A 38-year-old woman has trouble sleeping, a rash, and worries a lot. She has had a difficult year; she and her husband have grown apart due to their illnesses, they have lost each other, and they are searching for each other but are not yet successful. That is what is going on. He sometimes makes comments that hurt her or make her feel vulnerable. She does not do what he wants her to do, which is to be a “housewife” and take care of him. She has outgrown that. He says: You have become fierce and feisty. She is also fierce; she takes initiative, keeps things running, and escapes into parties, relaxation, alcohol, and is out all night. She confronts him about it now. She was overstimulated, and he constantly placed expectations on her. He was always disappointed, and she lay in bed bouncing from his tension because of her high sensitivity; she couldn't sleep. There are financial, psychological, and emotional concerns; he has been at home for a year now. She lived for two, running harder and harder. He suffocates her. She would like him to be more accepting; she previously had a burnout because she is highly sensitive, and that is why she no longer goes to parties. She raises the children and keeps an eye on the finances. He is never there for her; she always has to give. She wants to do things together with the family, “that's what being together is for, isn't it?” As a child, she always had to adapt to the family and never say what she thought. Her parents separated, and little was said about it. A relationship matures, before her burnout, it was all about giving everything. Years before, she had allergies and respiratory problems, which disappeared after Gadolinium metallicum. Now she has had a rash on her face for months, and her chin can even be blue. She works in healthcare. After Geranium robertianum, her skin is less pimply, less dry. At home, they are still on a roller coaster. She still sleeps poorly, waking up several times every night, and after 4 a.m., she sleeps lightly. She is doing a coaching course; she always has to get started, get into her body. Coaching is nice, because then she is the helper, she helps her partner and family. She remains very sensitive to energy, and she sometimes wants a moment to herself.
Analysis
Series 4: work, keeping the family going, the concerns are very practical, financial, and keeping everything together.

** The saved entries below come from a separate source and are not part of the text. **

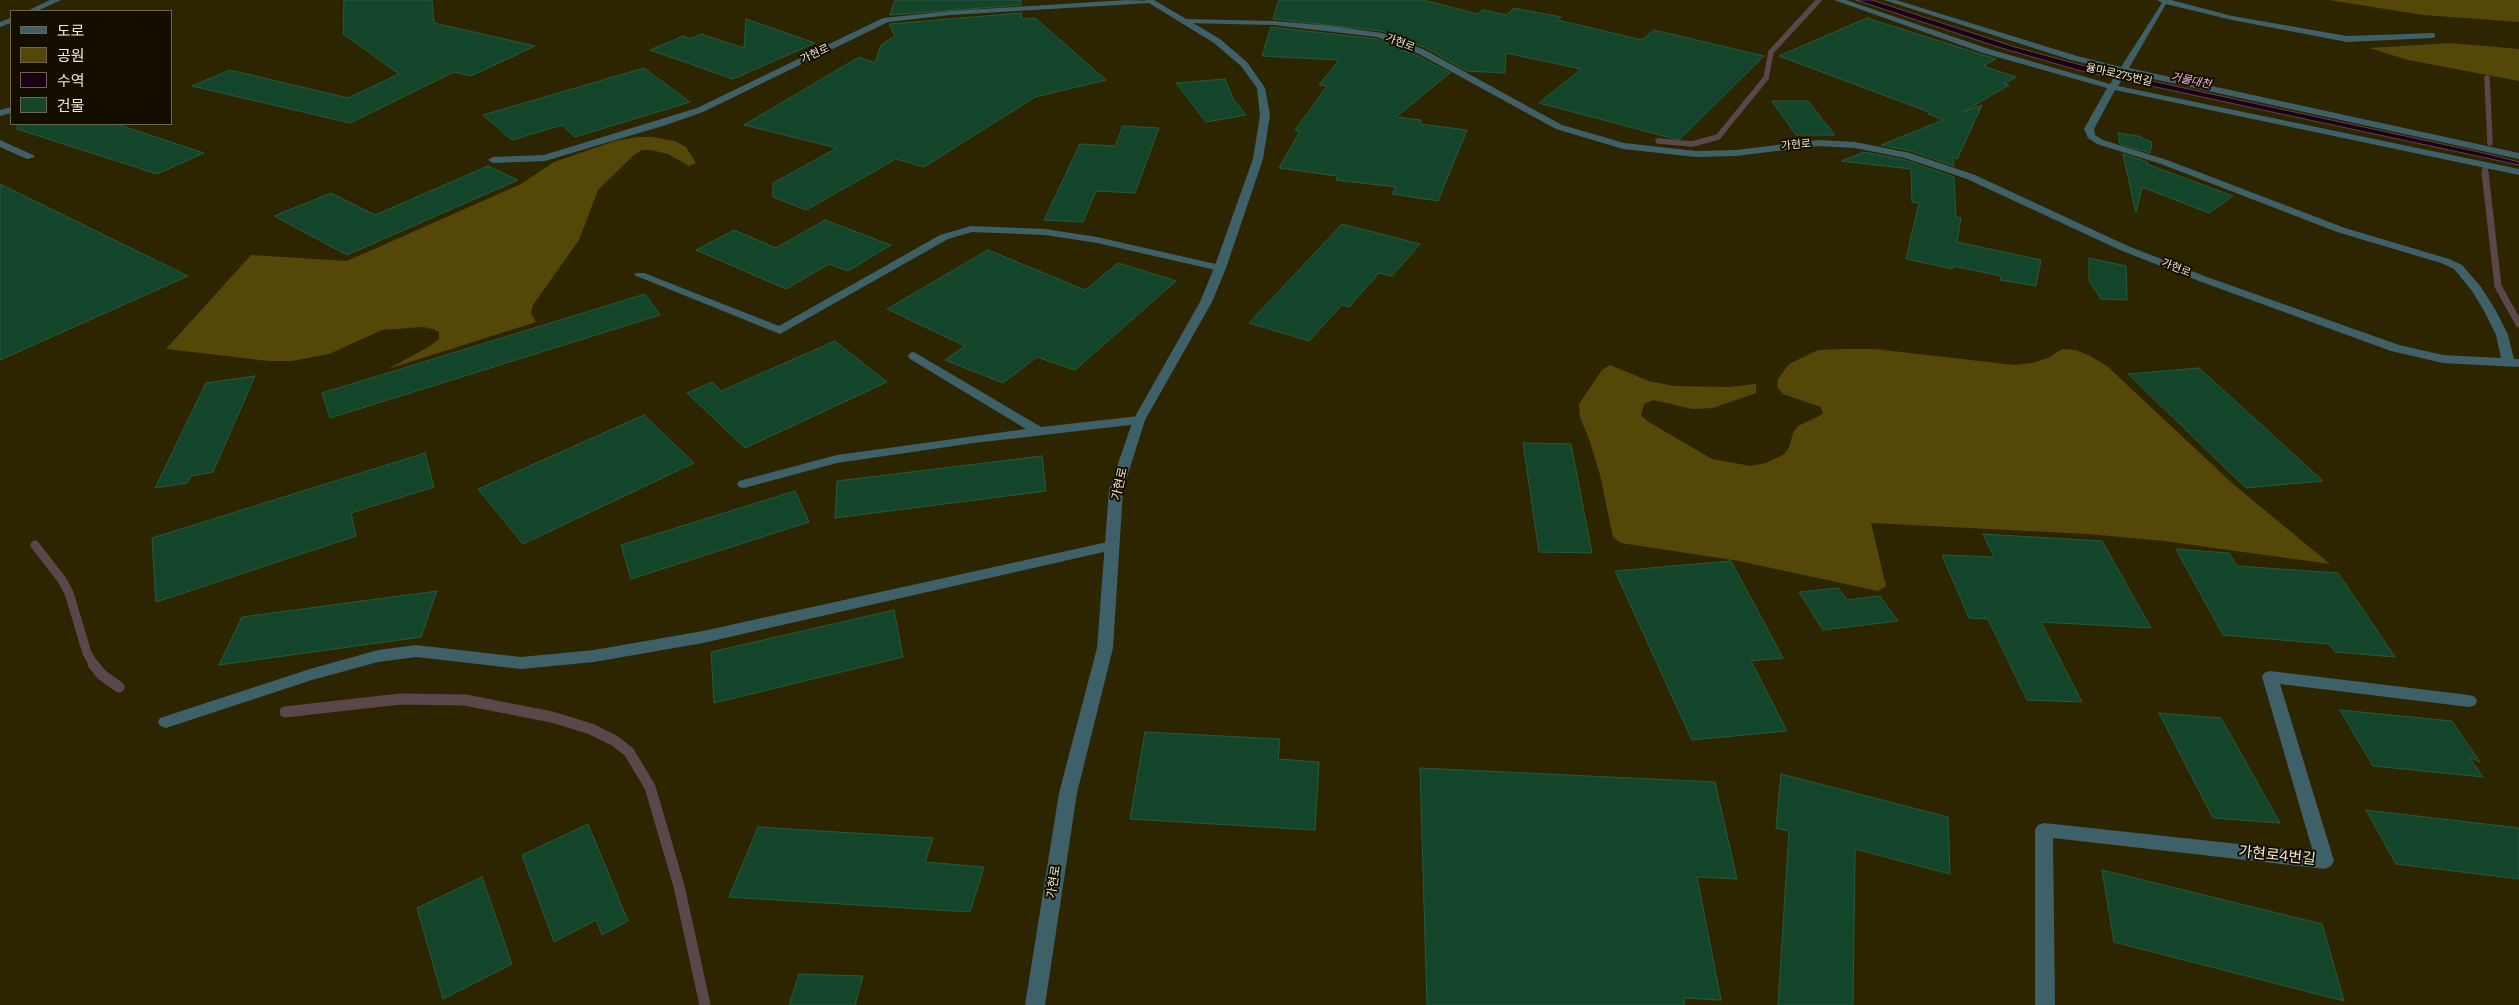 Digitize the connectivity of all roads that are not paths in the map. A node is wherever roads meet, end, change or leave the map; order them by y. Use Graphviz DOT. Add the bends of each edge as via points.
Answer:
graph roads {
  1 [pos="57,0"];
  2 [pos="1838,0"];
  3 [pos="1888,0"];
  4 [pos="1149,1"];
  5 [pos="2162,3"];
  6 [pos="33,10"];
  7 [pos="1185,21"];
  8 [pos="2432,35"];
  9 [pos="2122,70"];
  10 [pos="2112,86"];
  11 [pos="0,142"];
  12 [pos="2519,156"];
  13 [pos="30,157"];
  14 [pos="493,160"];
  15 [pos="2519,172"];
  16 [pos="1220,268"];
  17 [pos="640,276"];
  18 [pos="914,356"];
  19 [pos="2513,362"];
  20 [pos="1139,420"];
  21 [pos="1038,431"];
  22 [pos="744,484"];
  23 [pos="1112,546"];
  24 [pos="2468,701"];
  25 [pos="166,722"];
  26 [pos="1035,1005"];
  27 [pos="2045,1005"];
  1 -- 6 [label="street"];
  2 -- 10 [label="street, 율마로275번길" via="1994,54"];
  3 -- 9 [label="street" via="2038,48"];
  4 -- 7 [label="street, 가현로"];
  4 -- 14 [label="street, 가현로" via="886,20 700,110 672,120 545,158"];
  5 -- 8 [label="street" via="2348,39"];
  5 -- 9 [label="street"];
  7 -- 16 [label="street, 가현로" via="1217,41 1244,64 1261,88 1265,115 1258,159"];
  7 -- 19 [label="street, 가현로" via="1274,23 1379,36 1422,52 1559,127 1623,146 1696,154 1818,143 1855,145 1907,155 1971,177 2079,228 2203,279 2395,348 2443,358"];
  9 -- 10 [label="street"];
  9 -- 12 [label="street"];
  10 -- 15 [label="street, 율마로275번길"];
  10 -- 19 [label="street" via="2089,129 2091,136 2341,230 2458,267 2489,309"];
  11 -- 13 [label="street"];
  16 -- 17 [label="street" via="1097,240 1045,232 971,229 944,236 780,330"];
  16 -- 20 [label="street, 가현로" via="1206,302"];
  18 -- 21 [label="street"];
  20 -- 21 [label="street"];
  20 -- 23 [label="street, 가현로" via="1116,490"];
  21 -- 22 [label="street" via="837,459"];
  23 -- 25 [label="street" via="703,637 594,656 522,664 432,652 378,656"];
  23 -- 26 [label="street, 가현로" via="1105,648 1068,793"];
  24 -- 27 [label="street, 가현로4번길" via="2270,677 2325,861 2044,830"];
}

Rosales: sleep problem, relationship problem, restlessness.
Phase 6: partner, giving a lot, tired. In the past, she “didn't matter.”
Subphase 1: desire for unity, she is feisty, bouncy.
Stage 6: taking on challenges, tackling difficulties, and assessing.
Prescription: Sanguisorbia officinalis MK
Follow-up
The rash disappears, the skin calms down, and she starts sleeping better. The tension no longer lingers in her body; she may still wake up occasionally, but quickly falls back asleep. She takes more time for herself. She has gained weight, and there are no more stomach or intestinal complaints. After a cold, she suddenly had dry lips again. Her studies are now going well, despite the pressure and the workload. She feels the need to exercise. Sometimes she has prophetic dreams. She has done a lot in the past three months; she feels stable, her sleep, stomach, and skin are good. Her tongue is red at the edges. The flu passed quickly. In between, she was out of balance for a week, but she is recovering on her own. Three years later she divorced, the skin problems came back, with lack of energy, and then Chininum-sulphuricum helped her.